Vedete altri impedimenti da abbattere sulle strade che conducono all'anima popolare?

Sì: tutti quelli che noi stessi innalziamo, senza neppur accorgercene, con l'espressione istintiva delle nostre tendenze personali.

L'anima popolare ha affetti ed avversioni, simpatie e diffidenze, suscettibilità. Bisogna conoscerle e non urtarle. Al popolo non piace che «gli si metta la mano sopra»: crede facilmente che lo si disprezzi e che gli si preferisca il borghese: partecipa a certe correnti di idee (specialmente politiche), alle quali — a torto o a ragione — è attaccato come a dogmi da cui dipende la grandezza della classe operaia. Questa suscettibilità deriva indubbiamente dalla sua mancanza di cultura, la quale gli dà un senso d'inferiorità di cui egli soffre. Bisogna tenerne accuratamente conto e non agire con lui come col borghese, al quale la cultura dà un senso di uguaglianza che gli fa sopportare più facilmente che non si pensi come lui, e che fa le debite distinzioni fra il prete e ciò che questi rappresenta.

Il prete non dovrebbe dunque manifestare nessuna preferenza politica?

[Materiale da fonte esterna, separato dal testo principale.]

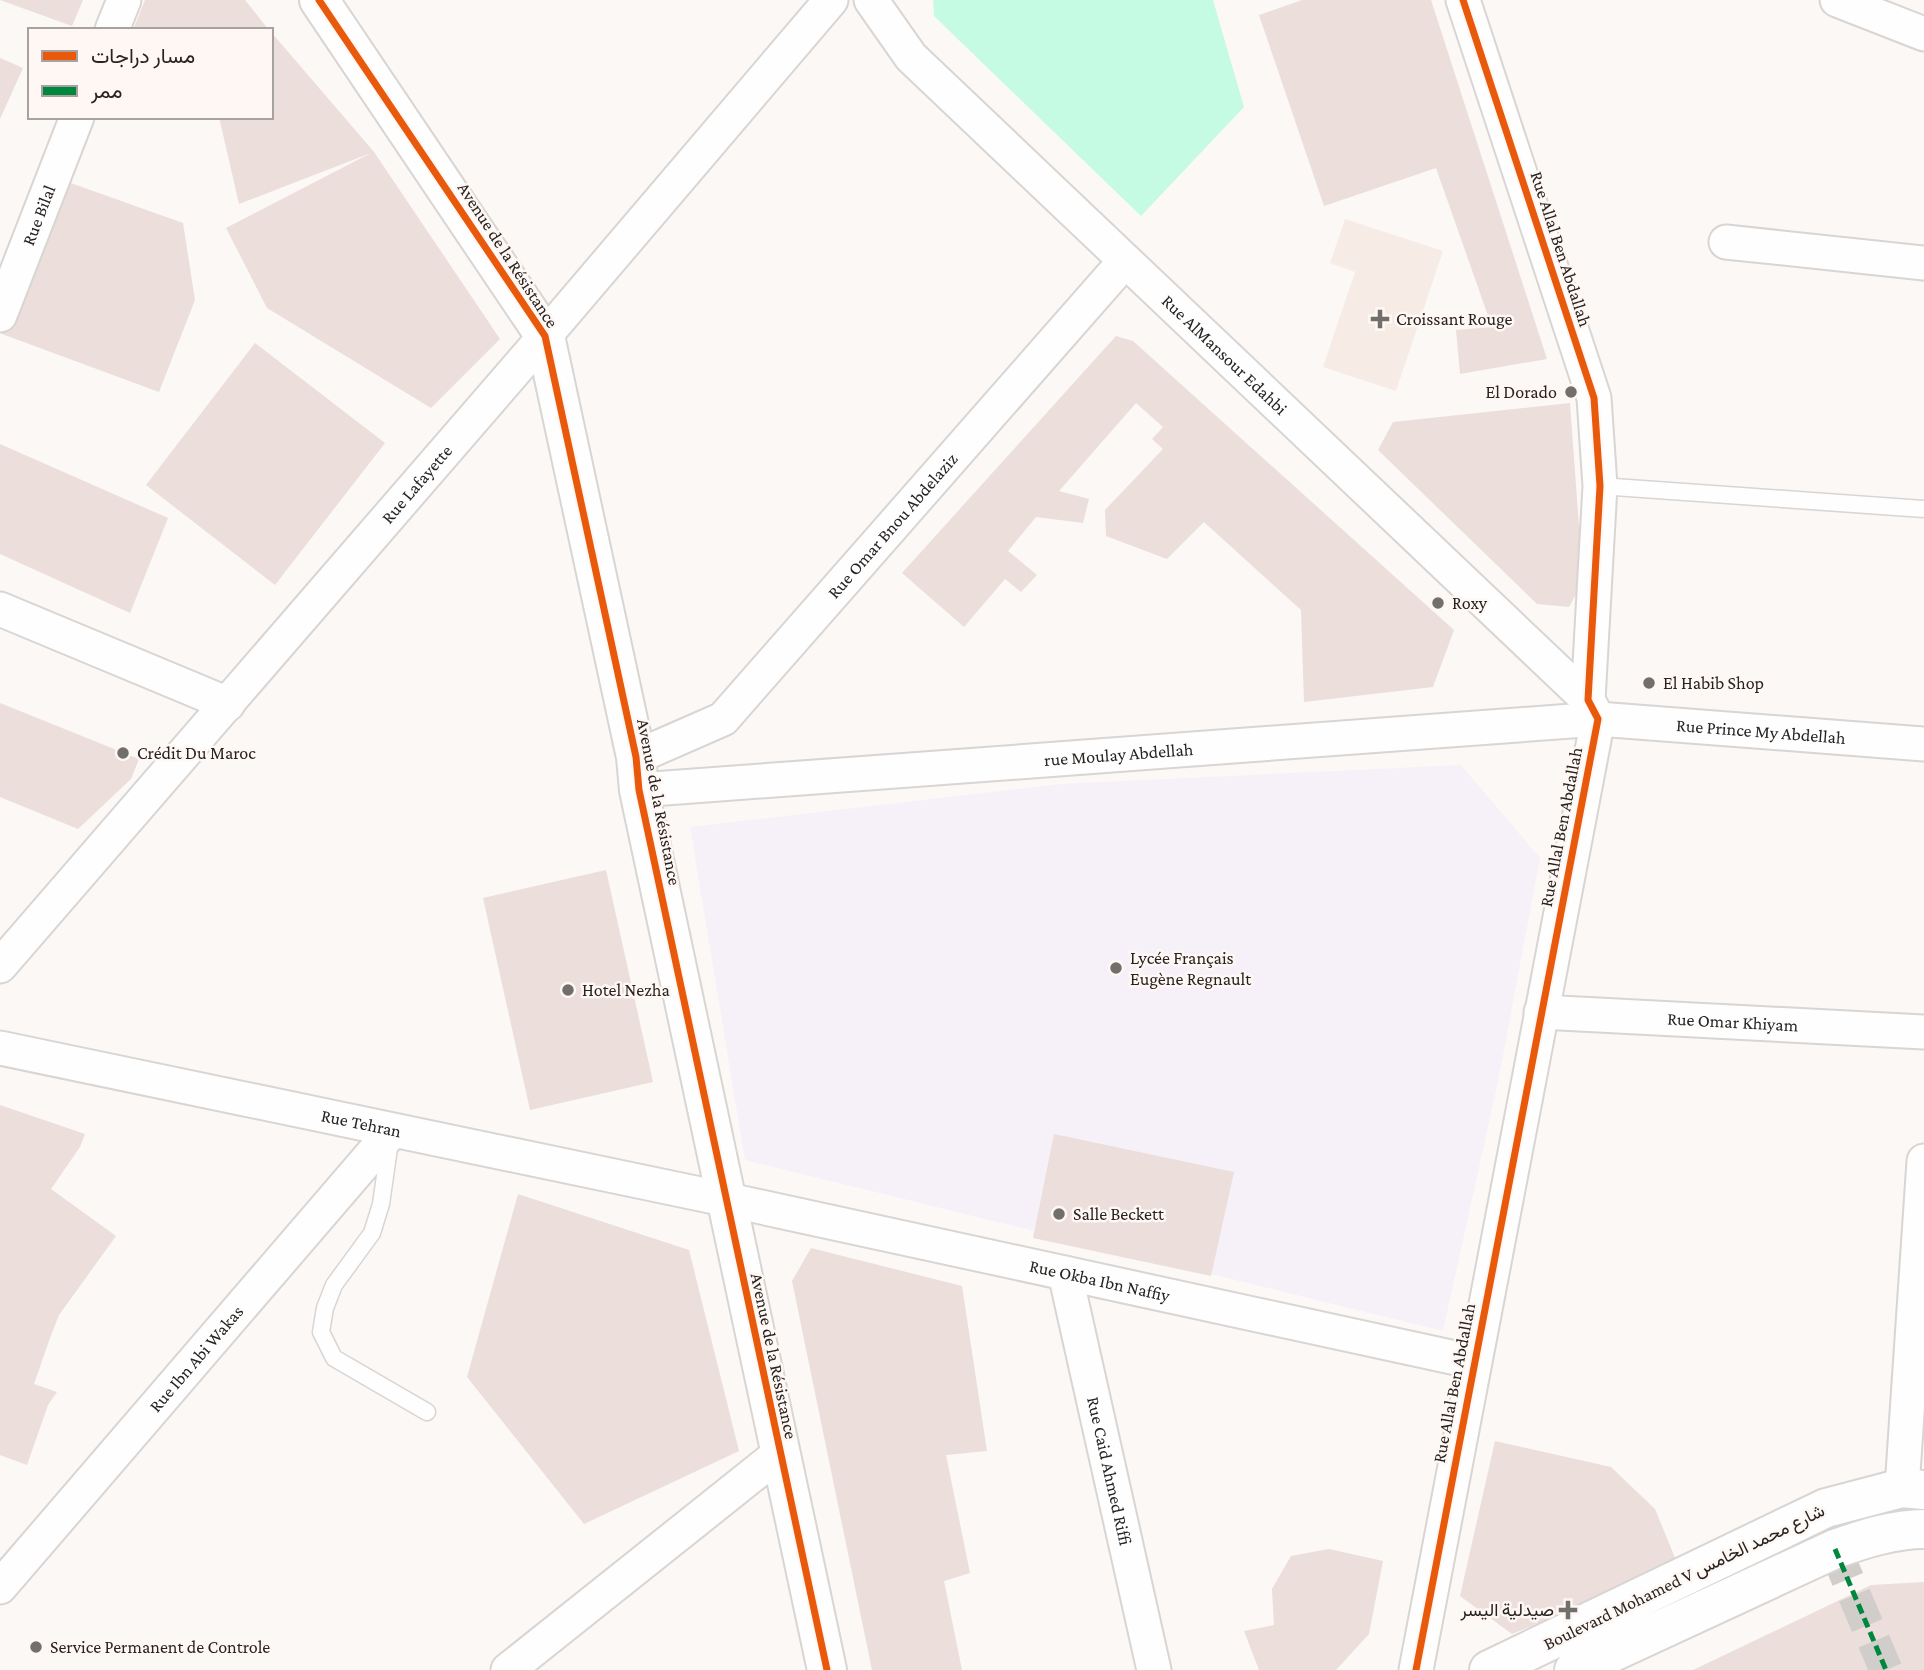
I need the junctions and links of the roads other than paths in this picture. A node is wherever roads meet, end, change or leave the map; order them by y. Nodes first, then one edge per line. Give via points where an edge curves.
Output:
1 (124, 0) edge
2 (318, 0) edge
3 (831, 0) edge
4 (871, 0) edge
5 (1463, 0) edge
6 (1837, 0) edge
7 (113, 28) edge
8 (1924, 34) edge
9 (76, 119) edge
10 (1726, 242) dead end
11 (1124, 262) junction
12 (1924, 263) edge
13 (0, 315) edge
14 (545, 336) junction
15 (1600, 486) junction
16 (1924, 509) edge
17 (0, 609) edge
18 (228, 704) junction
19 (1593, 709) junction
20 (1924, 744) edge
21 (637, 774) junction
22 (0, 966) edge
23 (1541, 1012) junction
24 (1924, 1032) edge
25 (0, 1048) edge
26 (392, 1131) junction
27 (1924, 1161) edge
28 (724, 1199) junction
29 (1065, 1273) junction
30 (1474, 1362) junction
31 (426, 1412) dead end
32 (779, 1454) junction
33 (1913, 1489) edge
34 (1924, 1529) edge
35 (0, 1587) edge
36 (508, 1670) edge
37 (827, 1670) edge
38 (1154, 1670) edge
39 (1416, 1670) edge
40 (1489, 1670) edge
41 (1574, 1670) edge

1 - 7 street
2 - 14 street, Avenue de la Résistance
3 - 14 street, Rue Lafayette
4 - 11 street, Rue AlMansour Edahbi via 911,57
5 - 15 street, Rue Allal Ben Abdallah via 1594,398
6 - 8 street
9 - 13 street, Rue Bilal
10 - 12 street
11 - 19 street, Rue AlMansour Edahbi
11 - 21 street, Rue Omar Bnou Abdelaziz via 723,719
14 - 18 street, Rue Lafayette
14 - 21 street, Avenue de la Résistance
15 - 16 lane
15 - 19 street, Rue Allal Ben Abdallah
17 - 18 street
18 - 22 street, Rue Lafayette
19 - 20 street, Rue Prince My Abdellah
19 - 21 street, rue Moulay Abdellah
19 - 23 street, Rue Allal Ben Abdallah
21 - 28 street, Avenue de la Résistance
23 - 24 street, Rue Omar Khiyam
23 - 30 street, Rue Allal Ben Abdallah
25 - 26 street, Rue Tehran
26 - 28 street, Rue Tehran
26 - 31 lane via 372,1233 334,1285 321,1332 334,1358
26 - 35 street, Rue Ibn Abi Wakas
27 - 33 street
28 - 29 street, Rue Okba Ibn Naffiy
28 - 32 street, Avenue de la Résistance
29 - 30 street, Rue Okba Ibn Naffiy
29 - 38 street, Rue Caid Ahmed Riffi
30 - 39 street, Rue Allal Ben Abdallah
32 - 36 street
32 - 37 street, Avenue de la Résistance
33 - 40 street, Boulevard Mohamed V شارع محمد الخامس via 1804,1517
34 - 41 street, Boulevard Mohamed V شارع محمد الخامس via 1835,1549

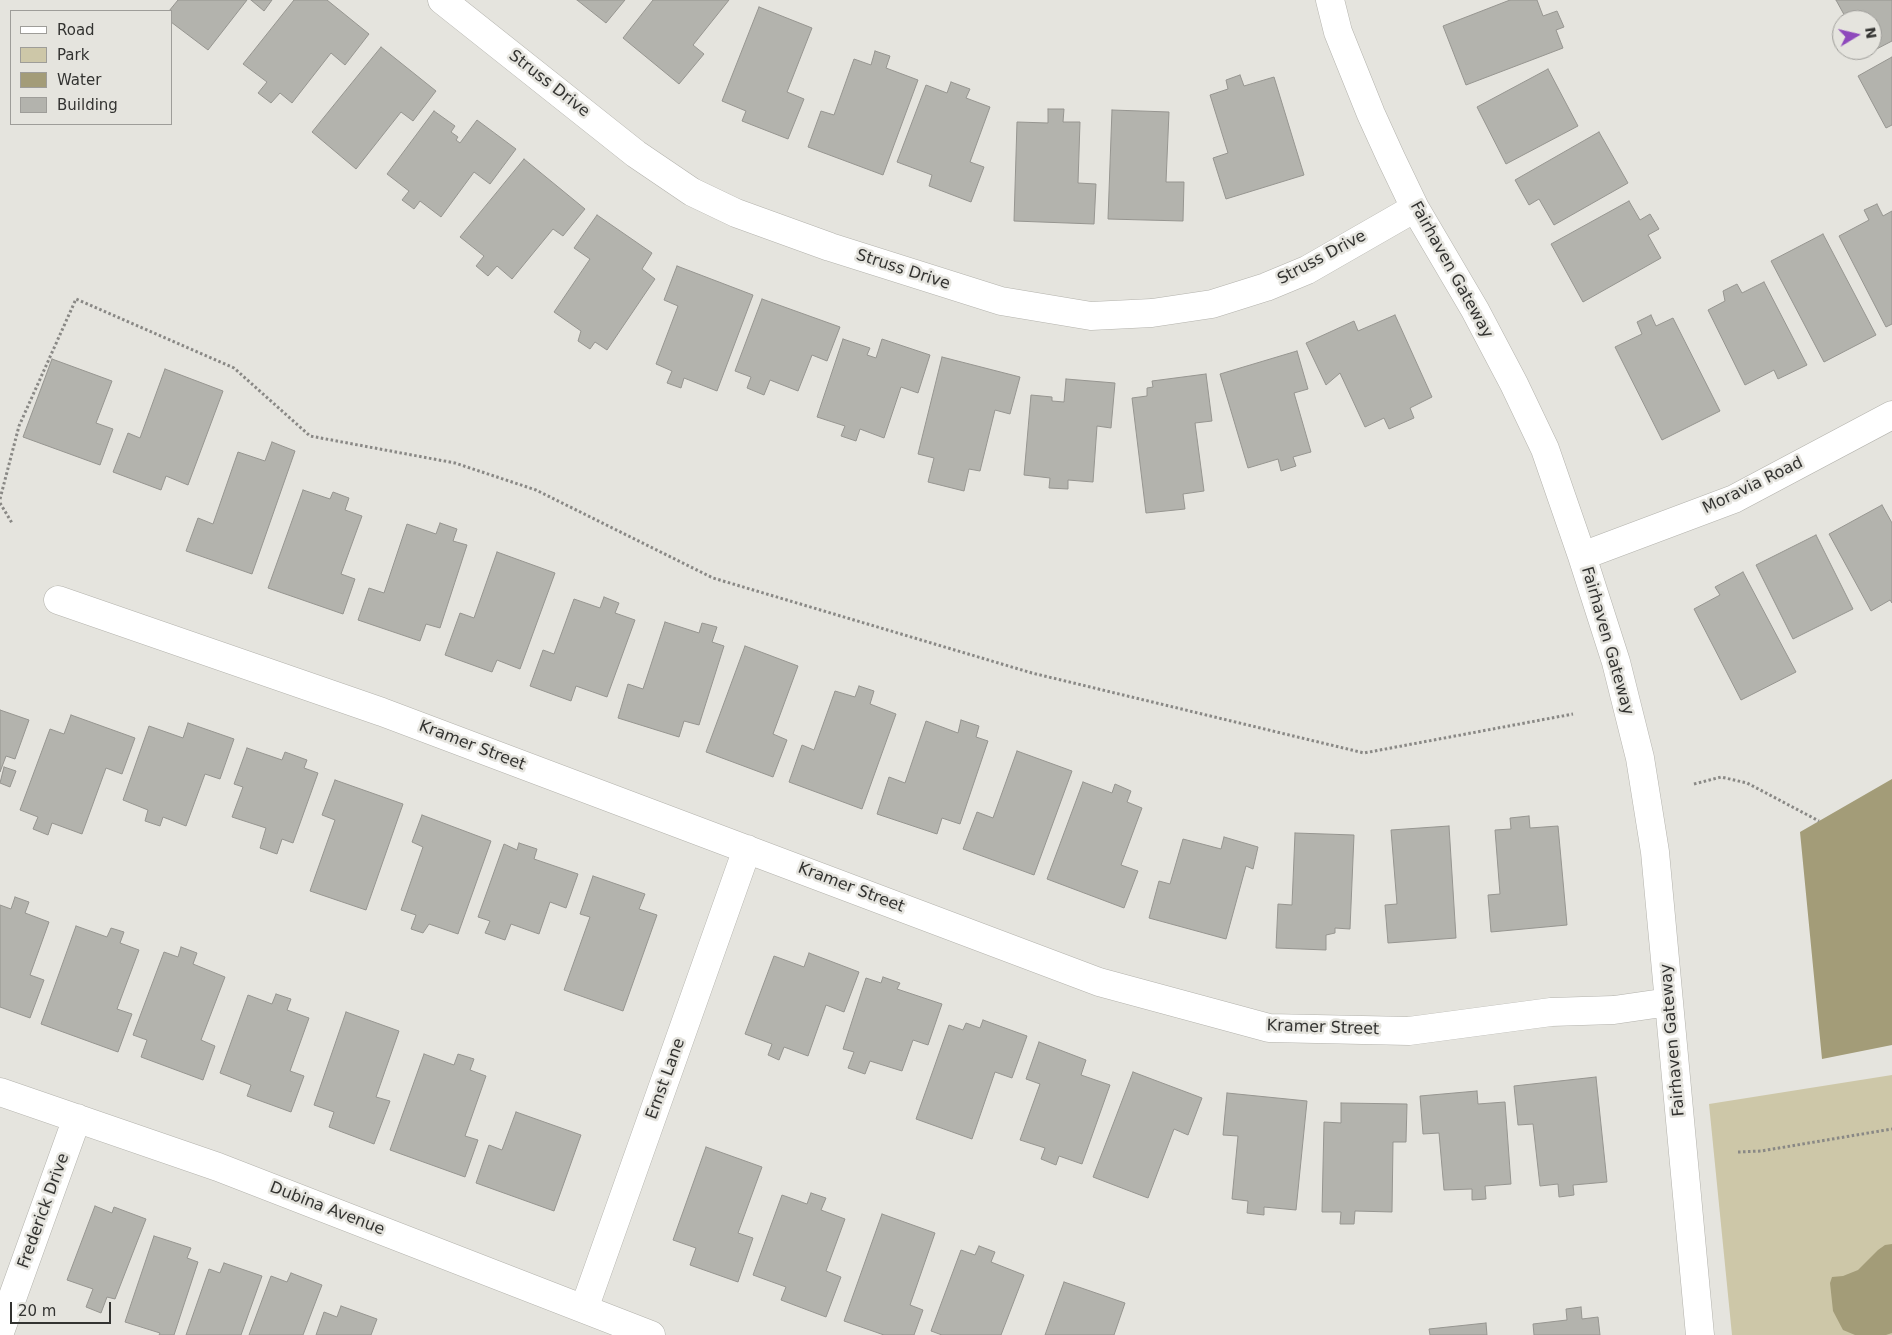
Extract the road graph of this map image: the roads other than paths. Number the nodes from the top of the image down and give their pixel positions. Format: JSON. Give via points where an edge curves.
{"nodes":[{"id":1,"x":442,"y":0,"type":"edge"},
{"id":2,"x":1330,"y":0,"type":"edge"},
{"id":3,"x":1415,"y":208,"type":"junction"},
{"id":4,"x":1892,"y":415,"type":"edge"},
{"id":5,"x":1582,"y":556,"type":"junction"},
{"id":6,"x":58,"y":600,"type":"dead end"},
{"id":7,"x":747,"y":850,"type":"junction"},
{"id":8,"x":1669,"y":1002,"type":"junction"},
{"id":9,"x":0,"y":1092,"type":"edge"},
{"id":10,"x":77,"y":1118,"type":"junction"},
{"id":11,"x":584,"y":1309,"type":"junction"},
{"id":12,"x":0,"y":1332,"type":"edge"},
{"id":13,"x":651,"y":1335,"type":"edge"},
{"id":14,"x":1700,"y":1335,"type":"edge"}],
"edges":[{"from":1,"to":3,"type":"street","name":"Struss Drive","via":[[636,154],[692,192],[736,213],[830,247],[1001,301],[1091,316],[1152,313],[1212,304],[1307,270]]},
{"from":2,"to":3,"type":"street","name":"Fairhaven Gateway","via":[[1338,32],[1371,114]]},
{"from":3,"to":5,"type":"street","name":"Fairhaven Gateway","via":[[1514,384],[1545,449]]},
{"from":4,"to":5,"type":"street","name":"Moravia Road","via":[[1734,498]]},
{"from":5,"to":8,"type":"street","name":"Fairhaven Gateway","via":[[1616,662],[1640,758],[1655,852]]},
{"from":6,"to":7,"type":"street","name":"Kramer Street","via":[[382,712]]},
{"from":7,"to":8,"type":"street","name":"Kramer Street","via":[[1099,982],[1269,1028],[1409,1031],[1551,1012],[1614,1010]]},
{"from":7,"to":11,"type":"street","name":"Ernst Lane"},
{"from":8,"to":14,"type":"street","name":"Fairhaven Gateway"},
{"from":9,"to":10,"type":"street","name":"Dubina Avenue"},
{"from":10,"to":11,"type":"street","name":"Dubina Avenue","via":[[218,1167]]},
{"from":10,"to":12,"type":"street","name":"Frederick Drive"},
{"from":11,"to":13,"type":"street","name":"Dubina Avenue"}]}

La parola «politica» ha molti sensi nel linguaggio attuale. Il francese medio vede la politica dovunque: questioni sociali, economiche, patriottiche, professionali, tutto dipende dalla politica. È in parte falso, e spiacevole: ma è così. Là dove noi non vediamo che speculazioni d'idee, o espressioni di dottrine teologiche, si traduce «politica», nel senso militante della parola. Diremo che il prete apostolo dell'ambiente popolare deve astenersi dall'esprimere idee personali su questi problemi? Diremo piuttosto che in queste espressioni non deve mai far pensare al popolo che noi siamo «contro di lui», ma al contrario che siamo «con lui». Per questo, d'altronde, basta stare attenti ai suoi bisogni, alle sue sofferenze, ai suoi richiami a maggior giustizia e dignità, ed anche ai suoi pregiudizi (non per condividerli, ma per capirli e per vedere che cosa c'è dietro di essi).

A me non piacciono i complimenti, di cui diffido: ce n’è però uno che ricordo con gioia. Fu durante la predica della messa di mezzanotte, il primo anno in cui mi trovavo in parrocchia. Mi venne riferito che, mentre predicavo (parlavo dei poveri, mi pare), due astanti non abituati a venire in chiesa, due operai in tuta da lavoro, si bisbigliarono:
— Quello lì è per noi!
Oh, se tutti i nostri parrocchiani potessero pensare e dire altrettanto!

Del resto, qui sono in causa non soltanto le prediche. I discorsi che teniamo in conversazioni private devono essere sorvegliati nello stesso modo, perchè vengono sempre riferiti. Bisogna stare attenti a non dire nulla che possa essere male interpretato e che ci faccia respingere lontano dalle nostre pecore. Possiamo avere tutte le migliori ragioni del mondo di pensare in un modo o in un altro: non avremo tuttavia «ragione» d'esprimere quel pensiero, se esso deve urtare il nostro gregge e nuocere così al nostro ministero.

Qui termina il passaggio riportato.